Offshore Spending On The Rise
Chart 1
We expect the renewed focus on offshore development will push offshore exploration and production (E&P) spending to 35% of global spend next year. Offshore accounted for about 29% of total global E&P spending in 2022, in line with the long-term average of 30% going back to 2003. In 2022, offshore spending grew an impressive 21% to $148 billion led by growth in Latin America (LatAm; 31%; includes Guyana) and Asia-Pacific (APAC; 21%). Latam and APAC were the largest components of global offshore spending in 2022 at 28% and 26%, respectively. We expect double-digit growth in offshore spending this year and next, in contrast with relatively flat onshore spending for the same period. We expect 20% growth in 2023 to be fairly broad from a regional perspective, led by renewed interest in Africa (45%).
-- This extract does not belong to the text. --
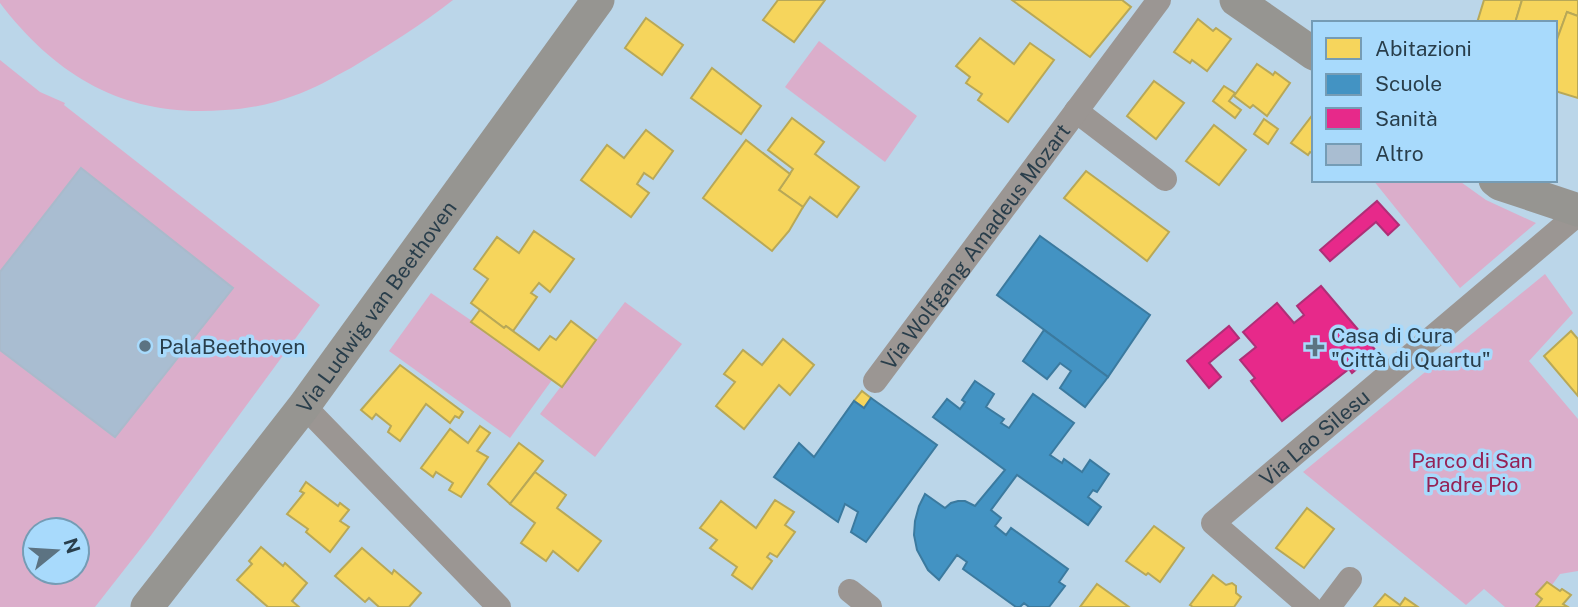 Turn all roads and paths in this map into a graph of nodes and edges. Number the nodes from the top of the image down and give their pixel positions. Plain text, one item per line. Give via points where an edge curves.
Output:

Next year, we expect 14% growth will be buttressed by Latam (18%), APAC (14%), and Africa (25%).
Increased offshore spending growth could be supported by longer-term structural characteristics like maturing, short-cycle U.S. shale, which has an approximate 35%-40% annual decline rate that must be replaced compared to longer-term offshore projects with lower decline rates of approximately 10%-15%. On the policy front, elevated geopolitical tensions over the past 12-24 months have reintroduced energy security as a top global priority, which must be balanced with country specific emissions reductions targets. In our view, offshore could benefit from this renewed prioritization for companies with limited onshore options.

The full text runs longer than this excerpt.